● THE TASK: The word "points" may appear in some lines of the data; copy every such line.

● RECORDS TO PROCESS:

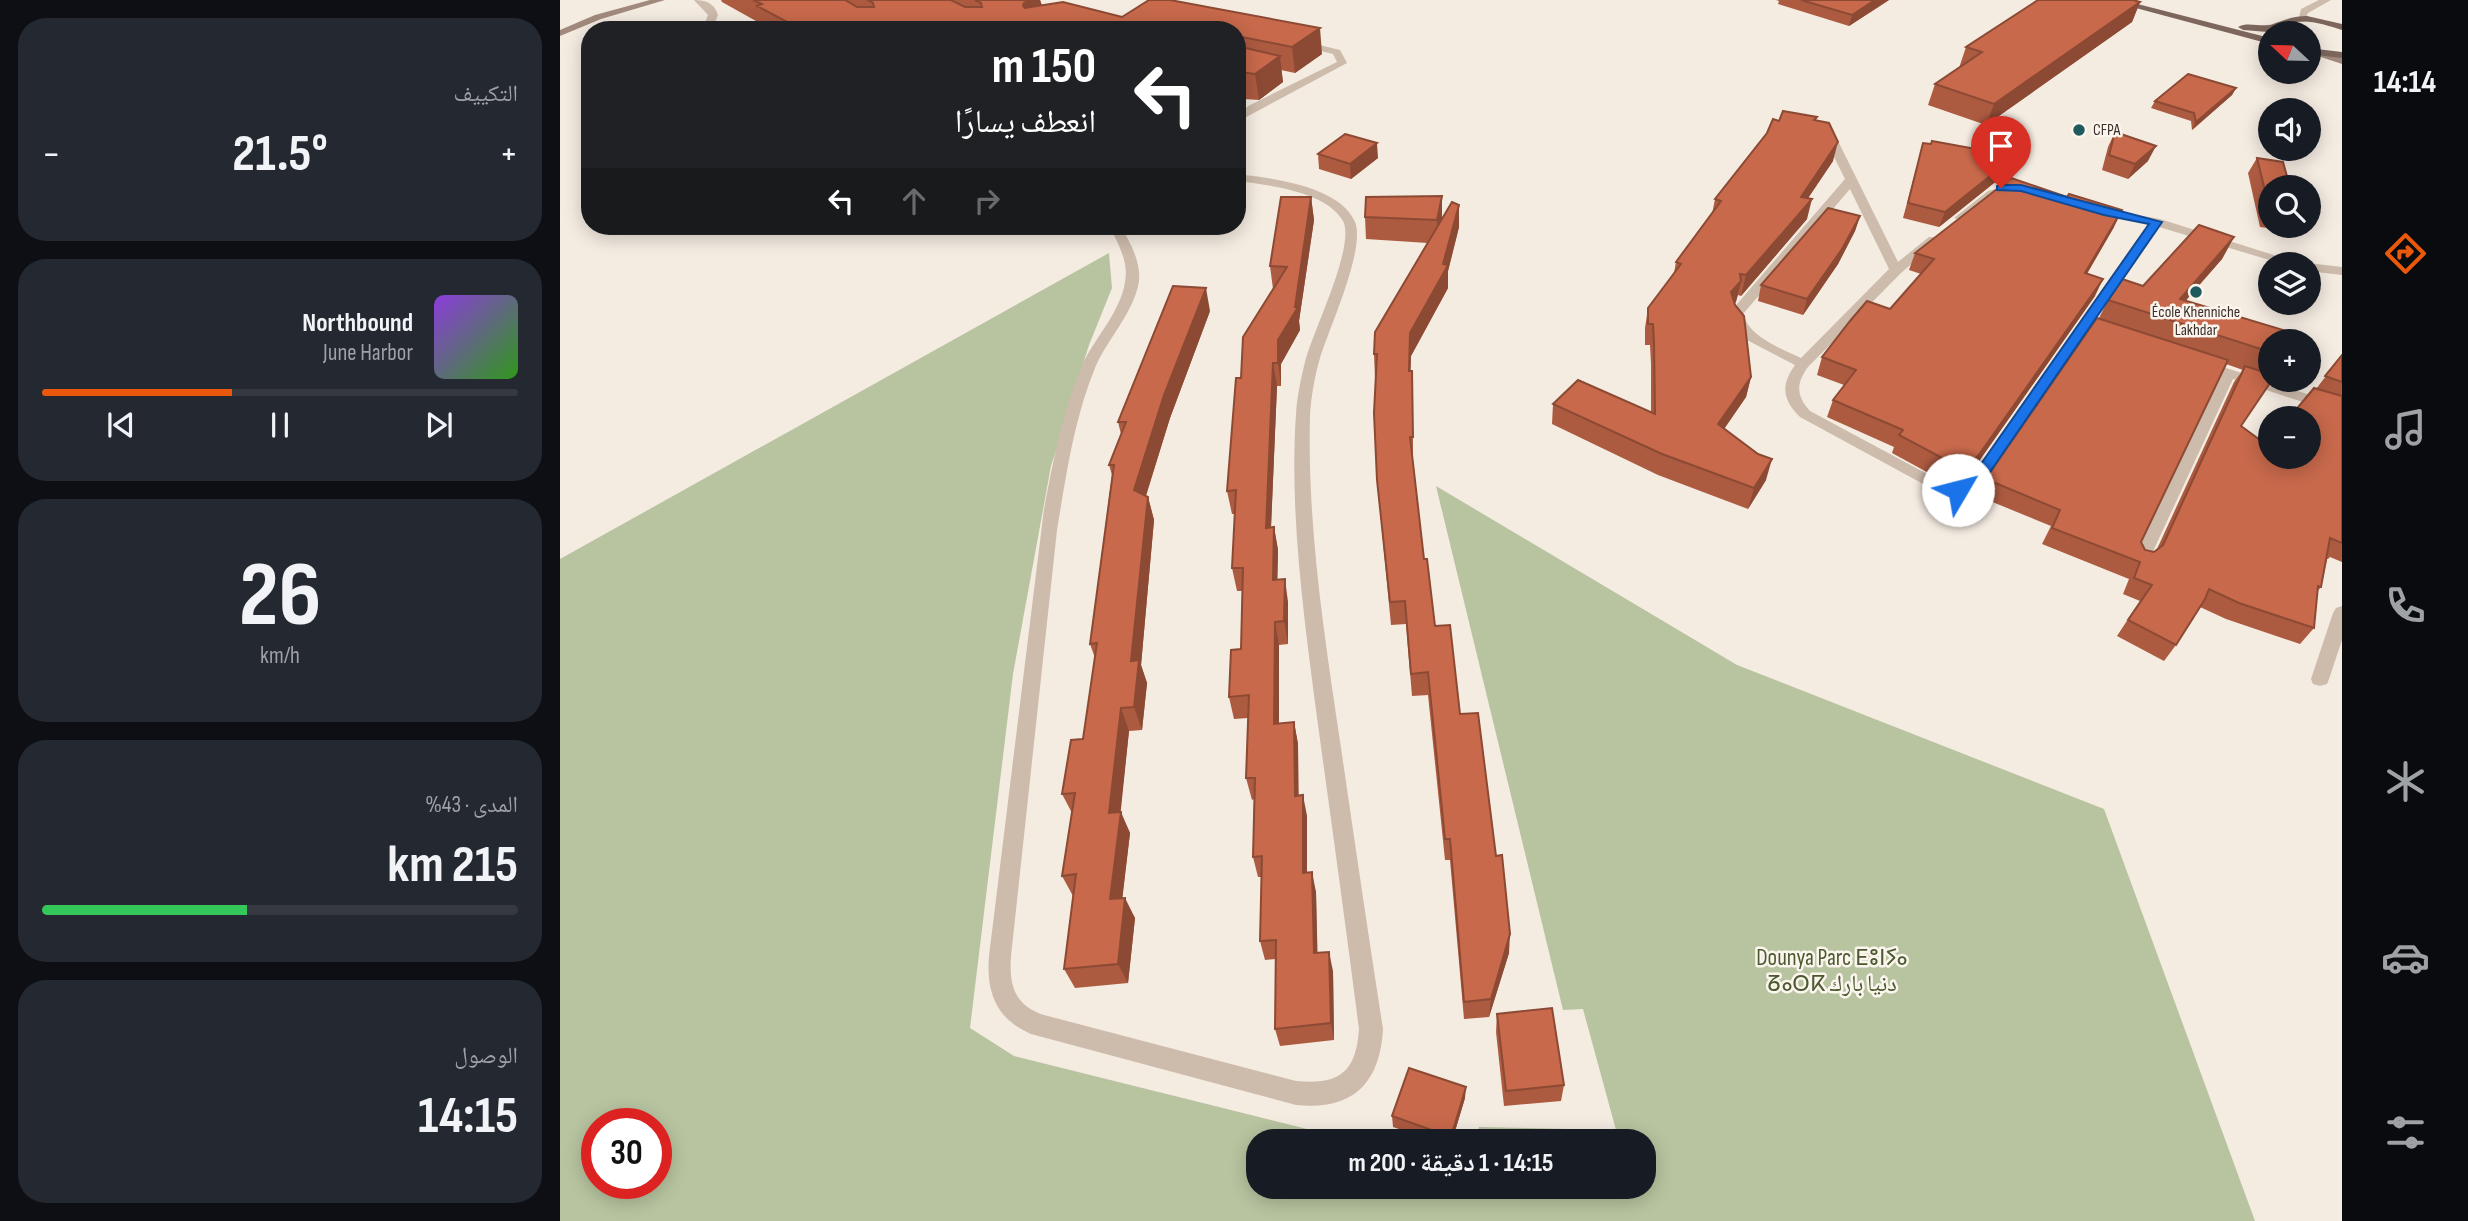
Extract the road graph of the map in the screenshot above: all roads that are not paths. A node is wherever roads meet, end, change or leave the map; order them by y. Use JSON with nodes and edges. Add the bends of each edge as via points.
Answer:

---

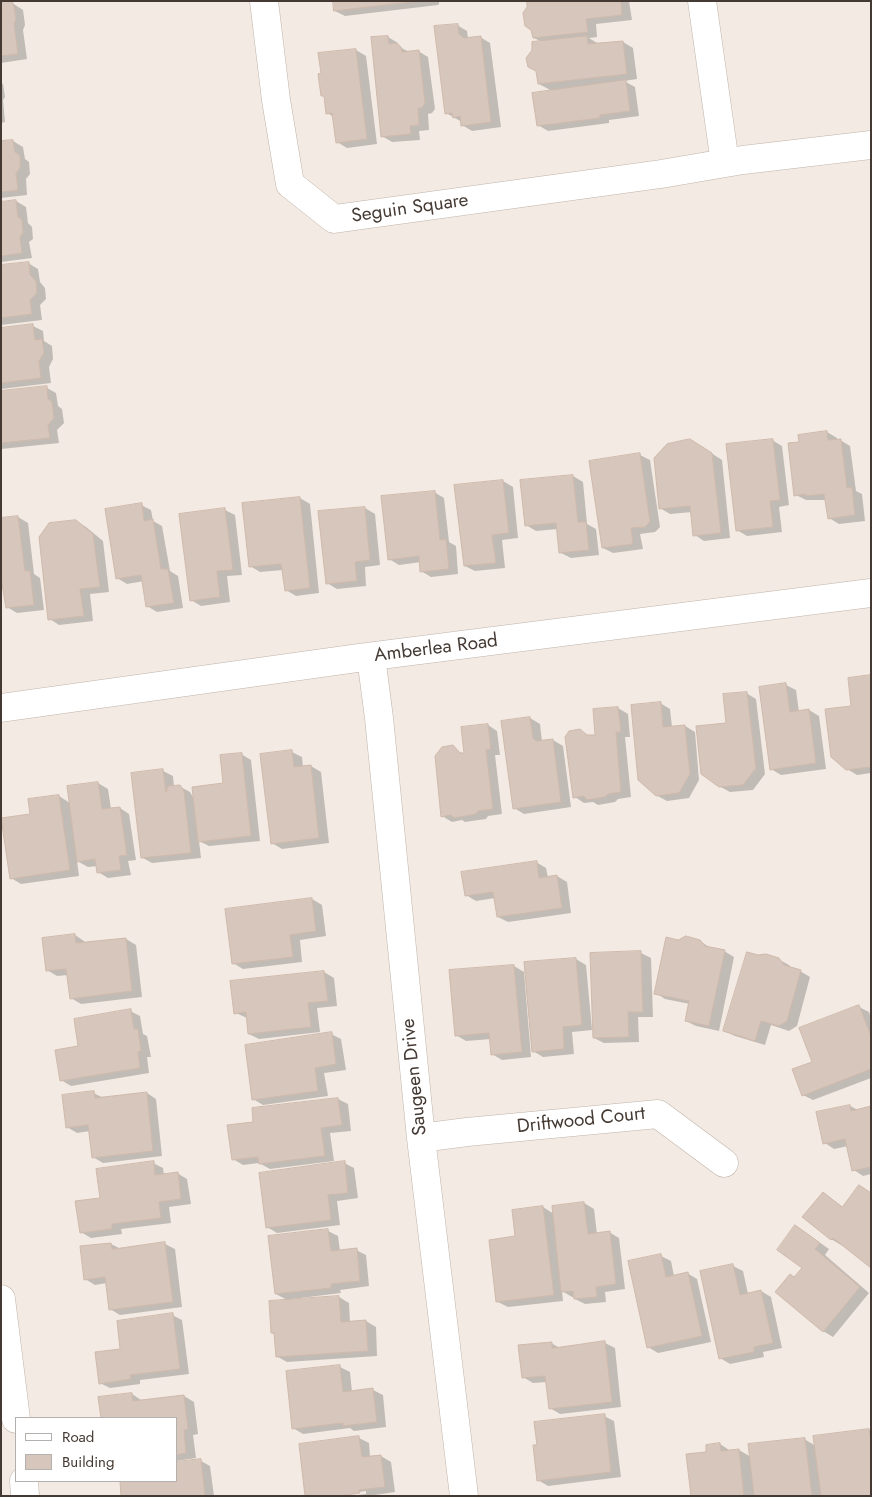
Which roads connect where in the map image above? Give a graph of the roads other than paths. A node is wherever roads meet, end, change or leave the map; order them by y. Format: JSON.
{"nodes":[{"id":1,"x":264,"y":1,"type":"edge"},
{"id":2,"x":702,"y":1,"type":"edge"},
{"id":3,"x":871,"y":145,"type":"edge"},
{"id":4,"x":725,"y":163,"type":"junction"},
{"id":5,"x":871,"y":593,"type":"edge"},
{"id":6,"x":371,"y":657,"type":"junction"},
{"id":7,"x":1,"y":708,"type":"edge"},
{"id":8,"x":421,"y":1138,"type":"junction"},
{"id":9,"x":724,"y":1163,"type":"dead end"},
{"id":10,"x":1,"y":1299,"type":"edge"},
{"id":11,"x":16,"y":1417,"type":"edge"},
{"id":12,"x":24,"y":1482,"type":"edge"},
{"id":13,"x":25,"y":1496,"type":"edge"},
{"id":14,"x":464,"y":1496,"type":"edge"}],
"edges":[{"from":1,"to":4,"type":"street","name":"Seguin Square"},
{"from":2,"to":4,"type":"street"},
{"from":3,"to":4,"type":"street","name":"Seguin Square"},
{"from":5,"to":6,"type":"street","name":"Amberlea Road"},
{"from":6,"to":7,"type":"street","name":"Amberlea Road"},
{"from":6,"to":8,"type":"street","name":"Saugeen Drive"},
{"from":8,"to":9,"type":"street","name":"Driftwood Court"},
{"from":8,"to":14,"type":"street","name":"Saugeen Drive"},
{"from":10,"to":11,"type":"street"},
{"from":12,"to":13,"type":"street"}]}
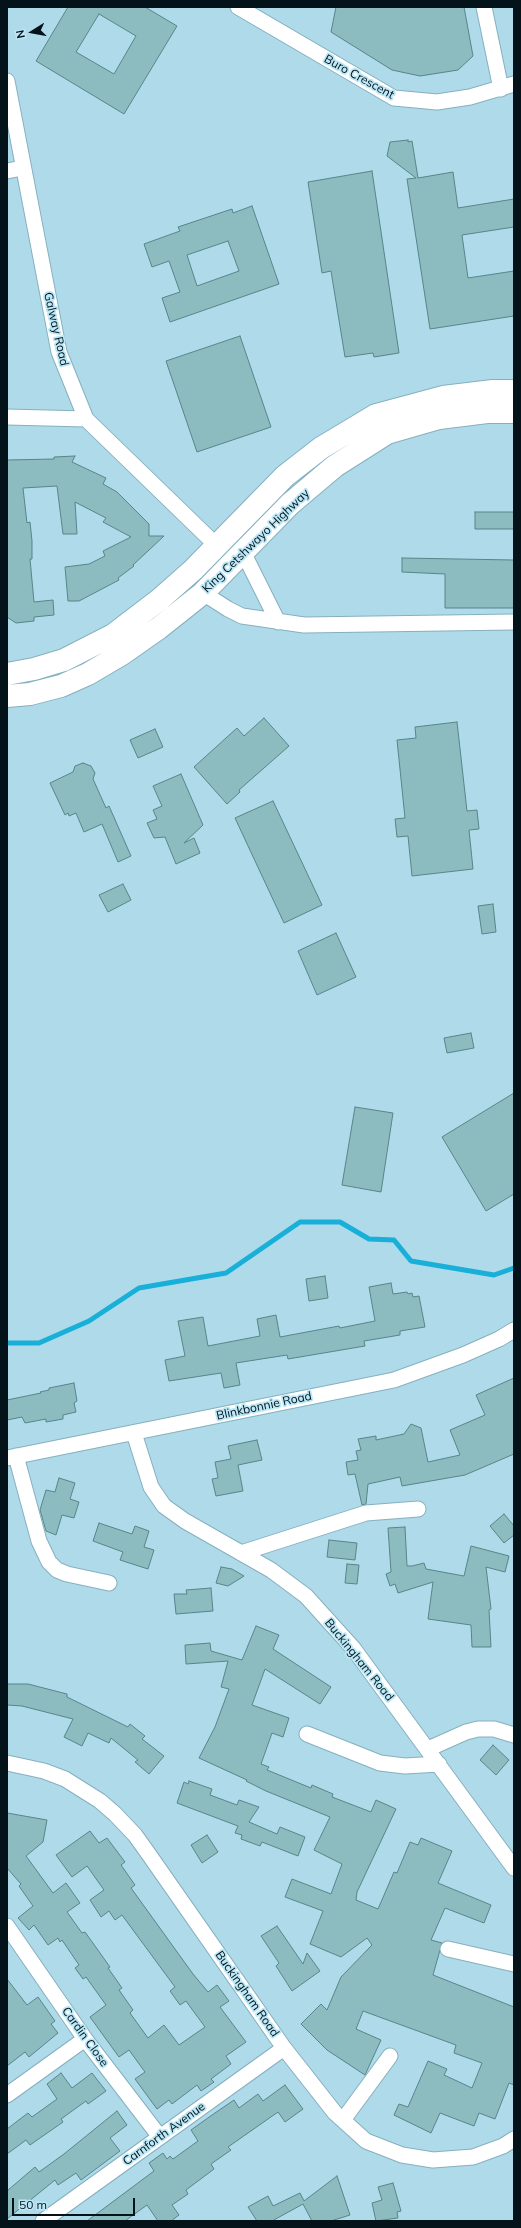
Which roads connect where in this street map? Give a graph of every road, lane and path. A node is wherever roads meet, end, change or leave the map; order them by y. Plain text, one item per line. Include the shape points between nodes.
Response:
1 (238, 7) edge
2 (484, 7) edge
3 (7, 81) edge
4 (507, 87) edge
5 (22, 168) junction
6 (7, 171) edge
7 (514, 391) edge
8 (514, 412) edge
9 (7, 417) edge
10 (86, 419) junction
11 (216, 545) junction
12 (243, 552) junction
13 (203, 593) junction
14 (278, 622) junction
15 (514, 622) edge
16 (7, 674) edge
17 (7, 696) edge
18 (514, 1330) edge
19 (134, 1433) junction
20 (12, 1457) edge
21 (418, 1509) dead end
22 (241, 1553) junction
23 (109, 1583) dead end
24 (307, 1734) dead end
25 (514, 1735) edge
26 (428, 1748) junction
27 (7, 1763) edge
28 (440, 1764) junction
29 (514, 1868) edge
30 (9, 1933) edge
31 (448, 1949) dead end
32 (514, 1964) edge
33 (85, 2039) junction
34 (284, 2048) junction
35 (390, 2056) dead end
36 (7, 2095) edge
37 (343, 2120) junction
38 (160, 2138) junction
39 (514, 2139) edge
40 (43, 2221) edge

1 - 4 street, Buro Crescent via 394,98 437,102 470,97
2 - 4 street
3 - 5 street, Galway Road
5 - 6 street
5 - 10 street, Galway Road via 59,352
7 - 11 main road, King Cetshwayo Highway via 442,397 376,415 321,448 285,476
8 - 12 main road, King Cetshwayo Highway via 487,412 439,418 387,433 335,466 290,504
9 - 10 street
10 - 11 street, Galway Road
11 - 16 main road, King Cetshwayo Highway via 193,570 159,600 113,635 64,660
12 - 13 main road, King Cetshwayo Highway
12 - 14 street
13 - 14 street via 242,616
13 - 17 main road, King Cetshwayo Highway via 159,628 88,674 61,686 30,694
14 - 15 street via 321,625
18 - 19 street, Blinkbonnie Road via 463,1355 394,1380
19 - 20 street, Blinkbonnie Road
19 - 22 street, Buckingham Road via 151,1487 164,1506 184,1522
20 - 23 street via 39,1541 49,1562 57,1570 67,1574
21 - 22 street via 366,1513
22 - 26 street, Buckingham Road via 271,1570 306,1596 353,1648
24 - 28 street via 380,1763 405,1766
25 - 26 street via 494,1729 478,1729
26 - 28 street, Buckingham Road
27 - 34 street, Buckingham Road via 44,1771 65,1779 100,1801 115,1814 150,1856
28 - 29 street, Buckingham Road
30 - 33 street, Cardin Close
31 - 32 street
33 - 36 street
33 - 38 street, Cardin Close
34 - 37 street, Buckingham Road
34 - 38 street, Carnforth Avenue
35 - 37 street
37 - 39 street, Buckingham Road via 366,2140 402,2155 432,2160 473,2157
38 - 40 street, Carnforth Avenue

● REPLY TO THE EXERCISE:
Extract the road graph of the map in the screenshot above: all roads that are not paths. A node is wherever roads meet, end, change or leave the map; order them by y. Use JSON with nodes and edges. Add the bends of each edge as via points.
Which roads connect where in this street map? Give a graph of every road, lane and path. A node is wherever roads meet, end, change or leave the map; order them by y. Plain text, one item per line. Include the shape points between nodes.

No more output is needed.